A pH-responsive nanocarrier synergistically activate tumor immunotherapy by promoting pyroptosis and immune checkpoint blocking

Abstract

Tumor immunotherapy has developed rapidly in recent years, with good curative effects and minimal side effects, but it is restricted by the poor tumor immunogenicity. Metformin, a clinical drug used worldwide, has been found to have a novel role in inducing tumor pyroptosis, which in turn promotes tumor to releases inflammatory substances and improve tumor immunogenicity. Nevertheless, it requires a higher dosage for cancer treatment compared to conventional chemotherapy medications, thereby exhibiting pronounced side effects.
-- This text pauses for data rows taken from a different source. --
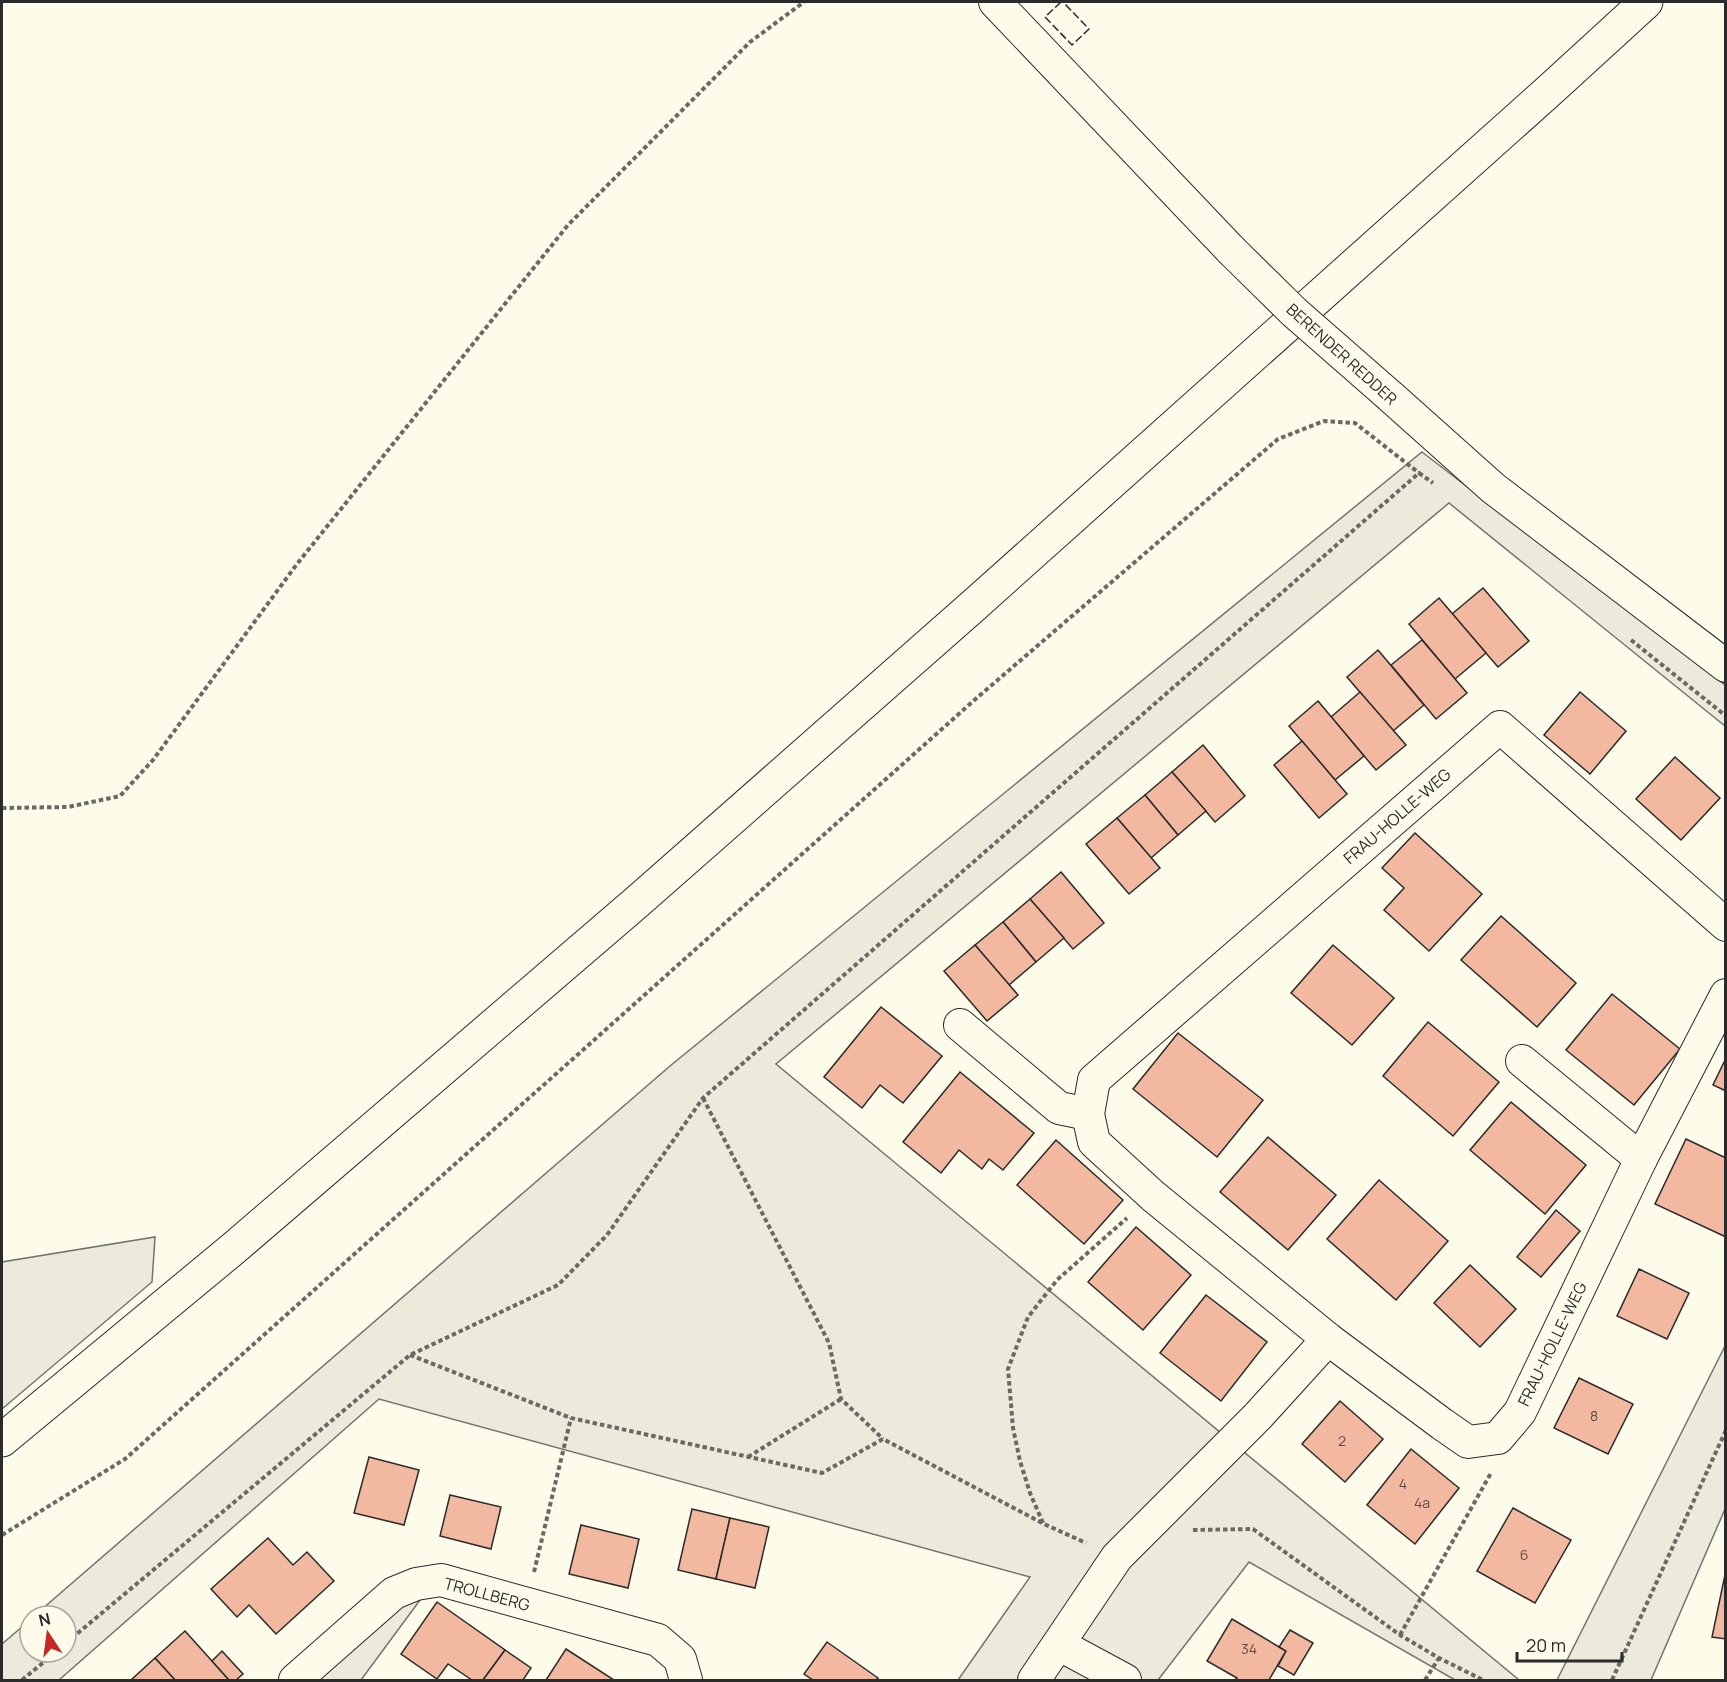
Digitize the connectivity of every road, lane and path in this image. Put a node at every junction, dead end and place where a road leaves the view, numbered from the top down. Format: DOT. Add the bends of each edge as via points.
graph roads {
  1 [pos="804,2"];
  2 [pos="995,2"];
  3 [pos="1646,2"];
  4 [pos="1419,473"];
  5 [pos="1436,484"];
  6 [pos="1625,635"];
  7 [pos="1725,666"];
  8 [pos="1725,716"];
  9 [pos="2,808"];
  10 [pos="1725,925"];
  11 [pos="1725,995"];
  12 [pos="960,1025"];
  13 [pos="1522,1061"];
  14 [pos="703,1098"];
  15 [pos="1088,1114"];
  16 [pos="1641,1159"];
  17 [pos="1153,1196"];
  18 [pos="1328,1339"];
  19 [pos="410,1355"];
  20 [pos="842,1399"];
  21 [pos="571,1418"];
  22 [pos="1725,1430"];
  23 [pos="1498,1438"];
  24 [pos="883,1439"];
  25 [pos="2,1440"];
  26 [pos="747,1458"];
  27 [pos="1044,1524"];
  28 [pos="1185,1530"];
  29 [pos="2,1535"];
  30 [pos="1117,1557"];
  31 [pos="526,1605"];
  32 [pos="78,1633"];
  33 [pos="1400,1635"];
  34 [pos="1060,1645"];
  35 [pos="1439,1658"];
  36 [pos="41,1664"];
  37 [pos="22,1680"];
  38 [pos="295,1680"];
  39 [pos="686,1680"];
  40 [pos="1034,1680"];
  41 [pos="1125,1680"];
  42 [pos="1425,1680"];
  43 [pos="1483,1680"];
  44 [pos="1612,1680"];
  1 -- 9 [label="path" via="750,42 568,225 297,564 153,760 120,796 68,807"];
  2 -- 7 [label="street, BERENDER REDDER, bridge" via="1294,312 1493,488"];
  3 -- 25 [label="main road" via="981,599 645,894 234,1248"];
  4 -- 5 [label="path"];
  4 -- 14 [label="path"];
  4 -- 29 [label="path" via="1355,423 1324,421 1278,440 970,704 125,1459"];
  6 -- 8 [label="path"];
  10 -- 15 [label="street, FRAU-HOLLE-WEG" via="1500,727 1094,1080"];
  11 -- 16 [label="street, FRAU-HOLLE-WEG"];
  12 -- 15 [label="street" via="1059,1108"];
  13 -- 16 [label="street"];
  14 -- 19 [label="path" via="607,1235 558,1285"];
  14 -- 20 [label="path" via="829,1343"];
  15 -- 17 [label="street, FRAU-HOLLE-WEG" via="1094,1142"];
  16 -- 23 [label="street, FRAU-HOLLE-WEG" via="1520,1412"];
  17 -- 18 [label="street, FRAU-HOLLE-WEG"];
  17 -- 27 [label="path" via="1057,1281 1028,1317 1008,1369 1012,1428 1030,1493"];
  18 -- 23 [label="street, FRAU-HOLLE-WEG" via="1468,1442"];
  18 -- 30 [label="street" via="1258,1416"];
  19 -- 21 [label="path"];
  19 -- 32 [label="path"];
  20 -- 24 [label="path"];
  20 -- 26 [label="path"];
  21 -- 26 [label="path"];
  21 -- 31 [label="path"];
  22 -- 44 [label="path"];
  23 -- 33 [label="path" via="1497,1463"];
  24 -- 26 [label="path" via="822,1473"];
  24 -- 27 [label="path"];
  27 -- 30 [label="path"];
  28 -- 33 [label="path" via="1253,1529"];
  30 -- 34 [label="street"];
  31 -- 38 [label="street, TROLLBERG" via="441,1580 416,1584 394,1593"];
  31 -- 39 [label="street, TROLLBERG" via="658,1640 680,1659"];
  33 -- 35 [label="path"];
  34 -- 40 [label="street"];
  34 -- 41 [label="street"];
  35 -- 42 [label="path"];
  35 -- 43 [label="path"];
  36 -- 37 [label="path"];
}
Within the context of this specific study, we developed a pH-responsive nanocarrier (MT NPs) that can simultaneously deliver metformin as a pyroptosis inducer and Toripalimab as an anti-programmed cell death (PD)-1 monoclonal antibody for the purpose of cancer immunotherapy. Once the nanodrugs reached the acidic tumor microenvironment, their structures were degraded due to hydrophilic transformation caused by segment protonation. Furthermore, the MT NPs released the metformin and Toripalimab to synergistically promote tumor immunity, resulting in significantly improved therapeutic outcomes, potentially leading to successful tumor eradication.